== MATERIAL FOR THIS TASK ==
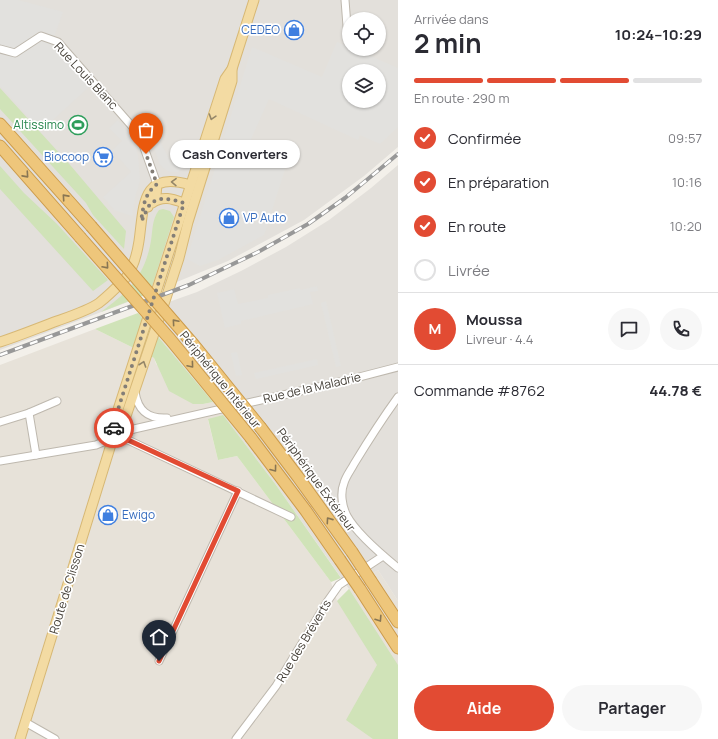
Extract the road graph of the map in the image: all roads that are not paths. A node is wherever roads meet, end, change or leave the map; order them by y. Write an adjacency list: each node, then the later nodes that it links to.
1 (254, 0): 8 (main road, Route de Clisson)
2 (344, 0): 3 (street)
3 (345, 12)
4 (0, 48): 7 (street, Rue Louis Blanc)
5 (0, 124): 28 (highway, Périphérique Extérieur, one-way to 5, bridge)
6 (0, 146): 29 (highway, Périphérique Intérieur, one-way to 29, bridge)
7 (157, 184): 8 (main road, one-way to 7); 10 (main road); 11 (main road)
8 (194, 185): 9 (main road, Route de Clisson); 12 (main road, Route de Clisson)
9 (188, 199): 10 (main road); 12 (main road, Route de Clisson); 21 (main road, Route de Clisson)
10 (148, 209): 11 (main road)
11 (141, 221): 13 (main road)
12 (173, 276): 15 (main road, Route de Clisson, one-way to 12)
13 (0, 342)
14 (398, 367): 19 (street, Rue de la Maladrie)
15 (134, 389): 19 (street, Rue de la Maladrie); 21 (main road, Route de Clisson)
16 (398, 397): 26 (street)
17 (57, 401): 18 (street)
18 (29, 413): 20 (street); 22 (street)
19 (180, 418): 21 (street, Rue de la Maladrie)
20 (0, 422)
21 (113, 438): 22 (street, Rue de la Maladrie); 24 (street); 31 (main road, Route de Clisson)
22 (36, 455): 23 (street, Rue de la Maladrie)
23 (0, 462)
24 (238, 491): 25 (street); 30 (street)
25 (291, 517)
26 (383, 556): 27 (street); 34 (street, Rue des Bréverts)
27 (398, 568)
28 (398, 622)
29 (398, 648)
30 (159, 661)
31 (25, 722): 32 (main road, Route de Clisson); 33 (street)
32 (20, 739)
33 (55, 739)
34 (236, 739)

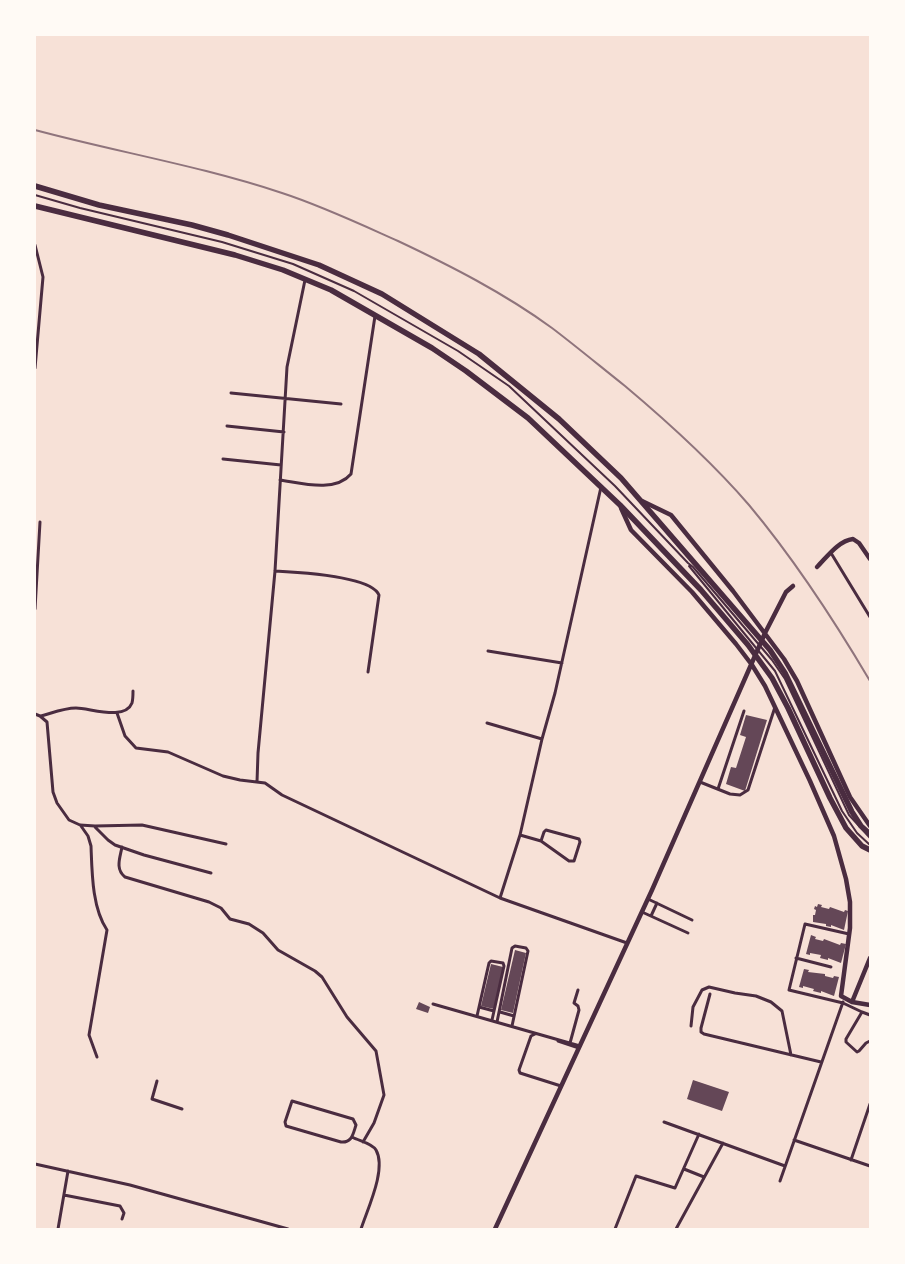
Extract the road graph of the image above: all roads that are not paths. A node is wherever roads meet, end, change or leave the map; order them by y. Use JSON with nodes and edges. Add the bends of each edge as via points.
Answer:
{"nodes":[{"id":1,"x":35,"y":186,"type":"edge"},
{"id":2,"x":35,"y":195,"type":"edge"},
{"id":3,"x":35,"y":206,"type":"edge"},
{"id":4,"x":35,"y":245,"type":"edge"},
{"id":5,"x":305,"y":280,"type":"junction"},
{"id":6,"x":375,"y":314,"type":"junction"},
{"id":7,"x":35,"y":368,"type":"edge"},
{"id":8,"x":231,"y":393,"type":"dead end"},
{"id":9,"x":286,"y":398,"type":"junction"},
{"id":10,"x":341,"y":404,"type":"dead end"},
{"id":11,"x":227,"y":426,"type":"dead end"},
{"id":12,"x":284,"y":432,"type":"junction"},
{"id":13,"x":223,"y":459,"type":"dead end"},
{"id":14,"x":281,"y":465,"type":"junction"},
{"id":15,"x":280,"y":480,"type":"junction"},
{"id":16,"x":601,"y":487,"type":"junction"},
{"id":17,"x":638,"y":499,"type":"junction"},
{"id":18,"x":620,"y":505,"type":"junction"},
{"id":19,"x":40,"y":522,"type":"dead end"},
{"id":20,"x":831,"y":554,"type":"junction"},
{"id":21,"x":870,"y":559,"type":"edge"},
{"id":22,"x":688,"y":564,"type":"junction"},
{"id":23,"x":817,"y":567,"type":"dead end"},
{"id":24,"x":275,"y":571,"type":"junction"},
{"id":25,"x":793,"y":586,"type":"dead end"},
{"id":26,"x":35,"y":609,"type":"edge"},
{"id":27,"x":870,"y":618,"type":"edge"},
{"id":28,"x":765,"y":633,"type":"junction"},
{"id":29,"x":488,"y":651,"type":"dead end"},
{"id":30,"x":562,"y":663,"type":"junction"},
{"id":31,"x":752,"y":665,"type":"junction"},
{"id":32,"x":368,"y":672,"type":"dead end"},
{"id":33,"x":133,"y":691,"type":"dead end"},
{"id":34,"x":775,"y":706,"type":"junction"},
{"id":35,"x":744,"y":711,"type":"dead end"},
{"id":36,"x":117,"y":713,"type":"junction"},
{"id":37,"x":35,"y":714,"type":"edge"},
{"id":38,"x":40,"y":716,"type":"junction"},
{"id":39,"x":487,"y":723,"type":"dead end"},
{"id":40,"x":542,"y":739,"type":"junction"},
{"id":41,"x":258,"y":782,"type":"junction"},
{"id":42,"x":700,"y":782,"type":"junction"},
{"id":43,"x":718,"y":789,"type":"junction"},
{"id":44,"x":80,"y":825,"type":"junction"},
{"id":45,"x":94,"y":826,"type":"junction"},
{"id":46,"x":870,"y":826,"type":"edge"},
{"id":47,"x":520,"y":834,"type":"junction"},
{"id":48,"x":870,"y":834,"type":"edge"},
{"id":49,"x":870,"y":838,"type":"edge"},
{"id":50,"x":542,"y":841,"type":"junction"},
{"id":51,"x":226,"y":844,"type":"dead end"},
{"id":52,"x":870,"y":845,"type":"edge"},
{"id":53,"x":122,"y":847,"type":"junction"},
{"id":54,"x":870,"y":850,"type":"edge"},
{"id":55,"x":211,"y":873,"type":"dead end"},
{"id":56,"x":500,"y":898,"type":"junction"},
{"id":57,"x":648,"y":900,"type":"junction"},
{"id":58,"x":656,"y":904,"type":"junction"},
{"id":59,"x":642,"y":912,"type":"junction"},
{"id":60,"x":651,"y":916,"type":"junction"},
{"id":61,"x":692,"y":920,"type":"dead end"},
{"id":62,"x":688,"y":933,"type":"dead end"},
{"id":63,"x":849,"y":934,"type":"junction"},
{"id":64,"x":628,"y":943,"type":"junction"},
{"id":65,"x":796,"y":958,"type":"junction"},
{"id":66,"x":870,"y":958,"type":"edge"},
{"id":67,"x":831,"y":967,"type":"dead end"},
{"id":68,"x":578,"y":990,"type":"dead end"},
{"id":69,"x":710,"y":994,"type":"dead end"},
{"id":70,"x":844,"y":1001,"type":"junction"},
{"id":71,"x":852,"y":1002,"type":"junction"},
{"id":72,"x":433,"y":1004,"type":"dead end"},
{"id":73,"x":870,"y":1005,"type":"edge"},
{"id":74,"x":479,"y":1008,"type":"junction"},
{"id":75,"x":494,"y":1011,"type":"junction"},
{"id":76,"x":500,"y":1012,"type":"junction"},
{"id":77,"x":862,"y":1012,"type":"junction"},
{"id":78,"x":870,"y":1015,"type":"edge"},
{"id":79,"x":477,"y":1016,"type":"junction"},
{"id":80,"x":514,"y":1016,"type":"junction"},
{"id":81,"x":492,"y":1020,"type":"junction"},
{"id":82,"x":498,"y":1022,"type":"junction"},
{"id":83,"x":512,"y":1026,"type":"junction"},
{"id":84,"x":691,"y":1026,"type":"dead end"},
{"id":85,"x":870,"y":1041,"type":"edge"},
{"id":86,"x":570,"y":1043,"type":"junction"},
{"id":87,"x":579,"y":1047,"type":"junction"},
{"id":88,"x":791,"y":1054,"type":"junction"},
{"id":89,"x":97,"y":1057,"type":"dead end"},
{"id":90,"x":821,"y":1062,"type":"junction"},
{"id":91,"x":157,"y":1081,"type":"dead end"},
{"id":92,"x":561,"y":1086,"type":"junction"},
{"id":93,"x":870,"y":1104,"type":"edge"},
{"id":94,"x":182,"y":1109,"type":"dead end"},
{"id":95,"x":664,"y":1122,"type":"dead end"},
{"id":96,"x":699,"y":1134,"type":"junction"},
{"id":97,"x":352,"y":1137,"type":"junction"},
{"id":98,"x":794,"y":1140,"type":"junction"},
{"id":99,"x":363,"y":1142,"type":"junction"},
{"id":100,"x":722,"y":1143,"type":"junction"},
{"id":101,"x":852,"y":1160,"type":"junction"},
{"id":102,"x":35,"y":1164,"type":"edge"},
{"id":103,"x":785,"y":1166,"type":"junction"},
{"id":104,"x":870,"y":1166,"type":"edge"},
{"id":105,"x":684,"y":1168,"type":"junction"},
{"id":106,"x":68,"y":1171,"type":"junction"},
{"id":107,"x":704,"y":1177,"type":"junction"},
{"id":108,"x":780,"y":1181,"type":"dead end"},
{"id":109,"x":64,"y":1195,"type":"junction"},
{"id":110,"x":122,"y":1219,"type":"dead end"},
{"id":111,"x":58,"y":1229,"type":"edge"},
{"id":112,"x":288,"y":1229,"type":"edge"},
{"id":113,"x":361,"y":1229,"type":"edge"},
{"id":114,"x":495,"y":1229,"type":"edge"},
{"id":115,"x":615,"y":1229,"type":"edge"},
{"id":116,"x":676,"y":1229,"type":"edge"}],
"edges":[{"from":1,"to":17,"type":"main road","via":[[260,244],[319,265],[382,294],[478,354],[559,419]]},
{"from":2,"to":22,"type":"lane","via":[[222,242],[293,264],[354,291],[473,361],[508,386],[615,486]]},
{"from":3,"to":5,"type":"main road","via":[[235,255]]},
{"from":4,"to":7,"type":"street","via":[[43,277]]},
{"from":5,"to":6,"type":"main road"},
{"from":5,"to":9,"type":"street","via":[[287,367]]},
{"from":6,"to":15,"type":"street","via":[[351,474],[342,481],[324,485]]},
{"from":6,"to":16,"type":"main road","via":[[466,371],[528,418]]},
{"from":8,"to":9,"type":"street"},
{"from":9,"to":10,"type":"street"},
{"from":9,"to":12,"type":"street"},
{"from":11,"to":12,"type":"street"},
{"from":12,"to":14,"type":"street"},
{"from":13,"to":14,"type":"street"},
{"from":14,"to":15,"type":"street"},
{"from":15,"to":24,"type":"street"},
{"from":16,"to":18,"type":"main road"},
{"from":16,"to":30,"type":"street"},
{"from":17,"to":28,"type":"street","via":[[671,514]]},
{"from":17,"to":48,"type":"main road","via":[[778,660],[852,812]]},
{"from":18,"to":31,"type":"street","via":[[631,530],[692,592]]},
{"from":18,"to":54,"type":"main road","via":[[701,590],[772,678],[846,828]]},
{"from":19,"to":26,"type":"street"},
{"from":20,"to":21,"type":"street","via":[[842,543],[853,539]]},
{"from":20,"to":23,"type":"street"},
{"from":20,"to":27,"type":"street"},
{"from":22,"to":49,"type":"lane","via":[[779,669],[849,815]]},
{"from":22,"to":52,"type":"lane","via":[[774,671],[842,811]]},
{"from":24,"to":32,"type":"street","via":[[319,574],[362,583],[378,592]]},
{"from":24,"to":41,"type":"street"},
{"from":25,"to":28,"type":"street","via":[[786,592]]},
{"from":28,"to":31,"type":"street"},
{"from":28,"to":46,"type":"street","via":[[797,681],[850,798]]},
{"from":29,"to":30,"type":"street"},
{"from":30,"to":40,"type":"street"},
{"from":31,"to":34,"type":"street"},
{"from":31,"to":42,"type":"street"},
{"from":33,"to":36,"type":"street","via":[[129,708]]},
{"from":34,"to":43,"type":"street","via":[[748,790],[740,795]]},
{"from":34,"to":63,"type":"street","via":[[834,836],[850,902]]},
{"from":35,"to":43,"type":"street"},
{"from":36,"to":38,"type":"street","via":[[76,708]]},
{"from":36,"to":41,"type":"street","via":[[125,736],[136,748],[168,752],[223,776]]},
{"from":37,"to":38,"type":"street"},
{"from":38,"to":44,"type":"street","via":[[47,722],[51,779],[57,803],[69,820]]},
{"from":39,"to":40,"type":"street"},
{"from":40,"to":47,"type":"street"},
{"from":41,"to":56,"type":"street"},
{"from":42,"to":43,"type":"street"},
{"from":42,"to":57,"type":"street"},
{"from":44,"to":45,"type":"street"},
{"from":44,"to":89,"type":"street","via":[[91,846],[97,909],[107,930],[89,1035]]},
{"from":45,"to":51,"type":"street","via":[[142,824]]},
{"from":45,"to":53,"type":"street","via":[[108,840]]},
{"from":47,"to":50,"type":"street"},
{"from":47,"to":56,"type":"street"},
{"from":50,"to":50,"type":"street","via":[[569,862],[574,860],[580,842],[546,830]]},
{"from":53,"to":55,"type":"street"},
{"from":53,"to":99,"type":"street","via":[[118,869],[125,877],[221,908],[230,919],[249,924],[263,933],[278,950],[322,977],[347,1017],[376,1051],[384,1095],[374,1124]]},
{"from":56,"to":64,"type":"street"},
{"from":57,"to":58,"type":"street"},
{"from":57,"to":59,"type":"street"},
{"from":58,"to":60,"type":"street"},
{"from":58,"to":61,"type":"street"},
{"from":59,"to":60,"type":"street"},
{"from":59,"to":64,"type":"street"},
{"from":60,"to":62,"type":"street"},
{"from":63,"to":65,"type":"street","via":[[805,924]]},
{"from":63,"to":70,"type":"street","via":[[841,992]]},
{"from":64,"to":87,"type":"street"},
{"from":65,"to":67,"type":"street"},
{"from":65,"to":70,"type":"street","via":[[789,990]]},
{"from":66,"to":71,"type":"street"},
{"from":68,"to":86,"type":"street","via":[[574,1003],[579,1010]]},
{"from":69,"to":88,"type":"street","via":[[701,1032]]},
{"from":70,"to":71,"type":"street"},
{"from":70,"to":77,"type":"street"},
{"from":70,"to":90,"type":"street"},
{"from":71,"to":73,"type":"street"},
{"from":72,"to":79,"type":"street"},
{"from":74,"to":75,"type":"street"},
{"from":74,"to":75,"type":"street","via":[[492,961],[504,966]]},
{"from":74,"to":79,"type":"street"},
{"from":75,"to":81,"type":"street"},
{"from":76,"to":80,"type":"street"},
{"from":76,"to":80,"type":"street","via":[[512,948],[526,948]]},
{"from":76,"to":82,"type":"street"},
{"from":77,"to":78,"type":"street"},
{"from":77,"to":85,"type":"street","via":[[846,1042],[857,1052]]},
{"from":79,"to":81,"type":"street"},
{"from":80,"to":83,"type":"street"},
{"from":81,"to":82,"type":"street"},
{"from":82,"to":83,"type":"street"},
{"from":83,"to":86,"type":"street"},
{"from":84,"to":88,"type":"street","via":[[693,1008],[702,990],[710,987],[756,996],[782,1011]]},
{"from":86,"to":87,"type":"street"},
{"from":87,"to":92,"type":"street"},
{"from":87,"to":92,"type":"street","via":[[534,1034],[531,1036],[520,1073]]},
{"from":88,"to":90,"type":"street"},
{"from":90,"to":98,"type":"street"},
{"from":91,"to":94,"type":"street","via":[[152,1099]]},
{"from":92,"to":114,"type":"street"},
{"from":93,"to":101,"type":"street"},
{"from":95,"to":96,"type":"street"},
{"from":96,"to":100,"type":"street"},
{"from":96,"to":105,"type":"street"},
{"from":97,"to":97,"type":"street","via":[[341,1142],[286,1126],[291,1103],[297,1101],[353,1119],[356,1125]]},
{"from":97,"to":99,"type":"street"},
{"from":98,"to":101,"type":"street"},
{"from":98,"to":103,"type":"street"},
{"from":99,"to":113,"type":"street","via":[[376,1151],[379,1168]]},
{"from":100,"to":103,"type":"street"},
{"from":100,"to":107,"type":"street"},
{"from":101,"to":104,"type":"street"},
{"from":102,"to":106,"type":"street"},
{"from":103,"to":108,"type":"street"},
{"from":105,"to":107,"type":"street"},
{"from":105,"to":115,"type":"street","via":[[675,1188],[636,1176]]},
{"from":106,"to":109,"type":"street"},
{"from":106,"to":112,"type":"street"},
{"from":107,"to":116,"type":"street"},
{"from":109,"to":110,"type":"street","via":[[120,1206],[124,1213]]},
{"from":109,"to":111,"type":"street"}]}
===
DIRECTIONS FOR THIS TASK: Count the lines in the material above where the word "Route" occurs, and reply with nothing but the number.

REPLY TO THE EXERCISE: 7